Conversely, it is not as clear in the movie that Karras is the exorcist of the title as it is in the book.

I think this is an audience misperception problem. It's all there. It's clear.

How much if at all did Friedkin change your vision of The Exorcist?

There is just so much you can do in two hours. Bill Friedkin kept everything he felt would keep the audience gripped to their seats and threw away everything else. I wish it had been otherwise, but I cannot fault him. As Bill told me afterwards, "I didn't know it was going to be a hit."

Most people place The Exorcist within the horror genre. Do you disagree with this?

With much gratitude I recently accepted a "Lifetime Achievement Award" from the Horror Writers Association of America. But as my high school classmate George Paterno (yes, Joe's brother) said in accepting for me, "Bill Blatty is not a horror writer." Before The Exorcist I had a rather nice reputation ("Nobody can write funnier lines than William Peter Blatty," Martin Levin wrote in The New York Times) as a writer of comic novels and films. The Exorcist, in my view, is not horror at all. It is a supernatural detective story. But then what do I know?

Considering that most people took Regan's possession as representative of demonic possession, did you think the film accurately portrayed possession? Do you believe in demon possession?

Yes. In the Western world it's now extremely rare, but back down to ancient Egyptian chronicles we find accounts of possession and exorcism. And since I firmly believe in life after death, there is nothing offensive to my intelligence in the possibility of a discarnate intelligence in rare and extraordinary circumstances taking temporary possession of a shattered personality, as in certain types of serious mental disturbance. Moreover, the New Testament is replete with reports of Christ performing exorcisms.
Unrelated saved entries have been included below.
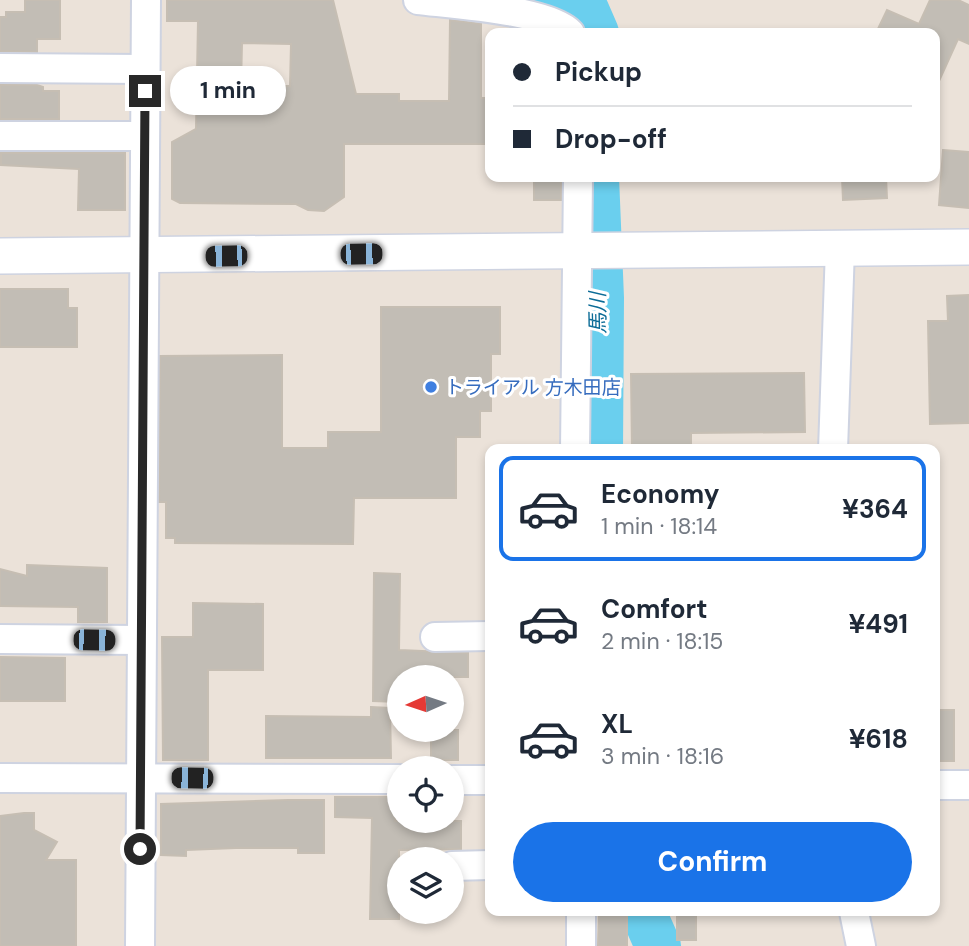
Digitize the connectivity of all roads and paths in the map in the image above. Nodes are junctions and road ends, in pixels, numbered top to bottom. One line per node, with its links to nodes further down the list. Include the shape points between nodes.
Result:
1 (146, 0): 6 (street)
2 (418, 0): 3 (street)
3 (524, 7): 4 (street)
4 (566, 28)
5 (0, 68): 6 (street)
6 (145, 69): 8 (street)
7 (0, 136): 8 (street)
8 (145, 136): 13 (street)
9 (578, 182): 12 (street)
10 (969, 247): 11 (street)
11 (840, 248): 12 (street); 16 (street)
12 (581, 252): 13 (street); 15 (street)
13 (145, 256): 14 (street); 20 (street)
14 (0, 257)
15 (575, 444)
16 (833, 444)
17 (485, 636): 18 (street)
18 (435, 637)
19 (0, 639): 20 (street)
20 (141, 640): 21 (street)
21 (140, 777): 22 (street); 23 (street); 32 (street)
22 (0, 778)
23 (387, 779)
24 (464, 780): 25 (street)
25 (485, 780)
26 (940, 785): 27 (street)
27 (969, 785)
28 (464, 866): 29 (street)
29 (485, 866)
30 (581, 916): 33 (street)
31 (855, 916): 34 (street)
32 (140, 946)
33 (581, 946)
34 (861, 946)

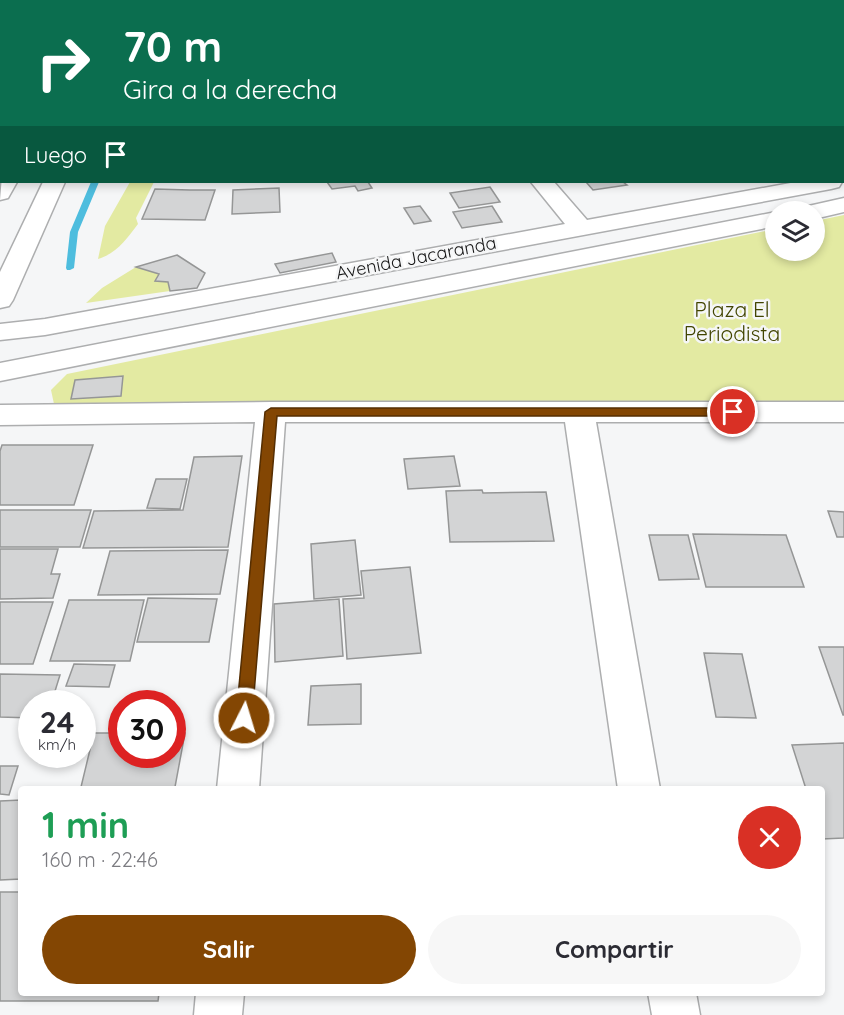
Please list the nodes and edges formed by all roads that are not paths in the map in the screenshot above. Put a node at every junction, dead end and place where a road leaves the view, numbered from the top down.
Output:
1 (54, 183) edge
2 (543, 183) edge
3 (818, 183) edge
4 (767, 187) edge
5 (844, 205) edge
6 (825, 209) edge
7 (765, 221) edge
8 (580, 227) junction
9 (0, 300) edge
10 (0, 332) edge
11 (0, 372) edge
12 (271, 412) junction
13 (579, 412) junction
14 (844, 412) edge
15 (0, 415) edge
16 (238, 786) edge
17 (639, 786) edge
18 (220, 996) edge
19 (673, 996) edge
20 (218, 1015) edge
21 (676, 1015) edge

1 - 9 street
2 - 8 street
3 - 4 street, Avenida Jacaranda
4 - 8 street, Avenida Jacaranda
5 - 6 street
7 - 11 street, Avenida Jacaranda
8 - 10 street, Avenida Jacaranda
12 - 13 street
12 - 15 street
12 - 16 street
13 - 14 street
13 - 17 street
18 - 20 street
19 - 21 street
Have your views changed at all concerning demon possession and the supernatural?


If you were to write it today would you take a different stance?
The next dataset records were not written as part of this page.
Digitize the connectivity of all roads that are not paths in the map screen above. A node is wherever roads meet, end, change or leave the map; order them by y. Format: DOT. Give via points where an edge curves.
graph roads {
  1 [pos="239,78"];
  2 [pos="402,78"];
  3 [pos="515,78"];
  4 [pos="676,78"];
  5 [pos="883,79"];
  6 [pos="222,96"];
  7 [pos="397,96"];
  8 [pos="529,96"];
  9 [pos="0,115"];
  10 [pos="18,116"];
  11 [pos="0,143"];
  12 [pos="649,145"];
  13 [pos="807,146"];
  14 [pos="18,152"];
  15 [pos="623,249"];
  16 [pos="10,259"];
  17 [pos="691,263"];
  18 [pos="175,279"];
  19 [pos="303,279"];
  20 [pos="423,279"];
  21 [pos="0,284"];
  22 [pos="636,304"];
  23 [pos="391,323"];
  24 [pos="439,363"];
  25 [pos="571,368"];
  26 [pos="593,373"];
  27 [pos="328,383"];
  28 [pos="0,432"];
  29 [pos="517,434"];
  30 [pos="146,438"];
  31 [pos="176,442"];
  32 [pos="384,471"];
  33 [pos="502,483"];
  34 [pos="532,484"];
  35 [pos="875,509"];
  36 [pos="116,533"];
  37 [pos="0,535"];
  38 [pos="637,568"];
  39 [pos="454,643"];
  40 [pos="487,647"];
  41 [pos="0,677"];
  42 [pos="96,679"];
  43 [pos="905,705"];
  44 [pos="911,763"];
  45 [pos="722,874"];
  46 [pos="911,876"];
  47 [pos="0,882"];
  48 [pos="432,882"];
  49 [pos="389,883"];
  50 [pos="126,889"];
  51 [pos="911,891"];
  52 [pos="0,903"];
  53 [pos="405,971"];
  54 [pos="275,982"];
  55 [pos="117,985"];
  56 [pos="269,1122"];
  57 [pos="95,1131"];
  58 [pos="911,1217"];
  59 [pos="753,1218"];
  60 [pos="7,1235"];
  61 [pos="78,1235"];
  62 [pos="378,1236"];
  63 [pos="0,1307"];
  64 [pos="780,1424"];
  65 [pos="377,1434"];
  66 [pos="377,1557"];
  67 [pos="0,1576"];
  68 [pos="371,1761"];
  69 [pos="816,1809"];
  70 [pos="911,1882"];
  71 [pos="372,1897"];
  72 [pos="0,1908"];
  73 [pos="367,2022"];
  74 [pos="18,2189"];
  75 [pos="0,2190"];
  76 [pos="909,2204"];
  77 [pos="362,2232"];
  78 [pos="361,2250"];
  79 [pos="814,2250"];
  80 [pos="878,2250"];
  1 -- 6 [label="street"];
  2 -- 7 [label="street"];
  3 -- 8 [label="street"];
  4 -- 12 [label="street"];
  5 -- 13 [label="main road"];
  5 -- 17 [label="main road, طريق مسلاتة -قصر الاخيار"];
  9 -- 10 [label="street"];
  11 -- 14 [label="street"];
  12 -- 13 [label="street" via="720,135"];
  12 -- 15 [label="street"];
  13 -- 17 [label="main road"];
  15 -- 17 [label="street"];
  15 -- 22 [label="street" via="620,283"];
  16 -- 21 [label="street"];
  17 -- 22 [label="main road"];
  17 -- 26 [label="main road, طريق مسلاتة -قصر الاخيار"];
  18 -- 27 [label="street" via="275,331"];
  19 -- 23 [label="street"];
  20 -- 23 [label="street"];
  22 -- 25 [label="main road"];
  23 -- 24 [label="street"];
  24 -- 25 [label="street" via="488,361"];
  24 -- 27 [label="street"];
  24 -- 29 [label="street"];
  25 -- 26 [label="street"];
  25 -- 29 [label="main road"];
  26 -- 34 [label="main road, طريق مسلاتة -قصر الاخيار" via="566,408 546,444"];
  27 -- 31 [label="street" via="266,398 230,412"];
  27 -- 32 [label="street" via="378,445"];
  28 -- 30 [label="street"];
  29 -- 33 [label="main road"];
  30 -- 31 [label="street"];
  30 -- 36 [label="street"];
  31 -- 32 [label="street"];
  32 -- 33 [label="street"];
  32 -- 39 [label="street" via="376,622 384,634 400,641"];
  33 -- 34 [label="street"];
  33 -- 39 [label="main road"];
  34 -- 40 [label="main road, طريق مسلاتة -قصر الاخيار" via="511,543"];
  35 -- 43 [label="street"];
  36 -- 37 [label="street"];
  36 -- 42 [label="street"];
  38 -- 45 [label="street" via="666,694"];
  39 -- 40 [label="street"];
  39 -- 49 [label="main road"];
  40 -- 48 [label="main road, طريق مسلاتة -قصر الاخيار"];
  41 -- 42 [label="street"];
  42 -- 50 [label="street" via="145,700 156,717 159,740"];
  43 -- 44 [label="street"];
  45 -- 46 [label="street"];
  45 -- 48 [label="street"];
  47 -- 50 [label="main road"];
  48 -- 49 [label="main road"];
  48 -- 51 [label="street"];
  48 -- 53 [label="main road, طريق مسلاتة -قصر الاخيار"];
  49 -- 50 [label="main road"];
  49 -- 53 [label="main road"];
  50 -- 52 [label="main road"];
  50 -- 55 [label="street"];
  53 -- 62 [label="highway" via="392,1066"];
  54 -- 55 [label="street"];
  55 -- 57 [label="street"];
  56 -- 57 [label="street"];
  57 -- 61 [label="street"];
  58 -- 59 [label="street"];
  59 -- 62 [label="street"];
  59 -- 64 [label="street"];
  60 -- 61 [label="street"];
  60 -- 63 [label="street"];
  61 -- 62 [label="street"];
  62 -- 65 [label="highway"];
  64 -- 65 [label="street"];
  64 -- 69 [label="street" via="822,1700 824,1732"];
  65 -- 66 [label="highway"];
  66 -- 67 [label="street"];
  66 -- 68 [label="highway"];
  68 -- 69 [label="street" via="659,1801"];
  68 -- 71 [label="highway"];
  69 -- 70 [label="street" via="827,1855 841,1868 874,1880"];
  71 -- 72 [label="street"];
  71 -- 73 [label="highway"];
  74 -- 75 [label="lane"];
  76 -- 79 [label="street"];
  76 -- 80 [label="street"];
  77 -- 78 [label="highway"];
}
The movie caused an uproar from critics and audiences alike. Did this surprise you?

I had no idea there would be such a response. As a comedy writer, my hopes for the novel were only that it be taken seriously and that it be received respectably. I had a sense that the novel would be popular, but nothing like what eventually happened. As for the film, at first I thought it simply couldn't be done.
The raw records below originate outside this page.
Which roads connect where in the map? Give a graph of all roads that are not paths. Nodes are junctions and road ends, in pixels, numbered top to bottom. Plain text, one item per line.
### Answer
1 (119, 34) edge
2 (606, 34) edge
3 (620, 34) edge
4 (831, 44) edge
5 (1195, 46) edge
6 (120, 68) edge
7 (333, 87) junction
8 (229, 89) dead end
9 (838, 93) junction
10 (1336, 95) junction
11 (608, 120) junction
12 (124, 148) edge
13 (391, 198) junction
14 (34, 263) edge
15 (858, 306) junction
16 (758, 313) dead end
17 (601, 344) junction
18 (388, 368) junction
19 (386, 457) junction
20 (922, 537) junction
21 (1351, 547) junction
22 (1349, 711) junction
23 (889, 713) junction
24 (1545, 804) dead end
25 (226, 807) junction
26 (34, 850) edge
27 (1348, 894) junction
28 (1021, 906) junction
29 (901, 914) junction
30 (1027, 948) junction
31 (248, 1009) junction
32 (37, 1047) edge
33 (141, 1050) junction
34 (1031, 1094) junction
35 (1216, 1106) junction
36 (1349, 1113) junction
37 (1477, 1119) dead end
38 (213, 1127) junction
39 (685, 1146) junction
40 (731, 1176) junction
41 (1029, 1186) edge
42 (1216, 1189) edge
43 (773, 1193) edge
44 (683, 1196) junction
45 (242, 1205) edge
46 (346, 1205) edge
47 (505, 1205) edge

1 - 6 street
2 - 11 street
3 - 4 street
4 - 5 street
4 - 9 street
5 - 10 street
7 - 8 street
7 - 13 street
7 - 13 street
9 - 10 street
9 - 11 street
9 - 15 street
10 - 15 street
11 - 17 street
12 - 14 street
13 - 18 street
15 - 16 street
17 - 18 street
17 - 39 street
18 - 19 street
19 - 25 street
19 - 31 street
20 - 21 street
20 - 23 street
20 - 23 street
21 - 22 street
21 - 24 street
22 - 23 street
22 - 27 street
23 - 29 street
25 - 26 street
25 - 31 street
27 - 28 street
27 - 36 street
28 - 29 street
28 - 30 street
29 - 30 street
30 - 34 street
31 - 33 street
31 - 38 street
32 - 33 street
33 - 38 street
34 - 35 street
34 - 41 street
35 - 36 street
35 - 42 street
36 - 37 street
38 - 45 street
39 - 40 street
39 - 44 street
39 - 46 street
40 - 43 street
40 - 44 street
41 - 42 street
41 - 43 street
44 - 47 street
With the rites of exorcism and the actions of Regan once she was "possessed," were these directly drawn from your research or were they spiced up with a little bit of imagination? In both the book and the movie, the sexual prohibition of the priests is set against the destructive perversion of the black mass and the possessed Regan, especially the scene in her bedroom with the crucifix. Was this opposition a burning question in your own mind or did it just set up a striking contrast of good versus evil?

All of the symptomology in the novel came from research. With the film, on the other hand, a couple of things crept in that were a bit over the top, in particular the famed "spinning head," which is not supernatural, but rather impossible. If the head did a 360 it would come off and you'd have a lot of blood. I didn't want it in the film. As for the apparent "opposition," this was never in my mind. Specifically, the crucifix masturbation came about as the result of a mental search for the most hideous and obviously Satanic action I could think of for that point in the story, something that would send an atheist like Chris MacNeil running to priests.

Some critics have seen The Exorcist as a statement about the horrors of adolescence or as reflecting men's anxious relationships with women—either with their mothers or with various aspects of female sexuality. What do you think of these interpretations? Why does Karras's mother (and Regan's) play such a dominant role in the film?

I don't know what to do about such theories. Giggling comes to mind.

What about the end of the film? Is Karras's leap a victory or defeat?

Karras's leap—done only so as to prevent the demon from re‑taking control and then killing the girl—is his total triumph. It is this act—an act of love and self‑sacrifice—that entirely constitutes the exorcism of Regan MacNeil. It was a writer I admire, Ray Bradbury, who saw this most clearly when he referred to The Exorcist as "a great love story." Think about it.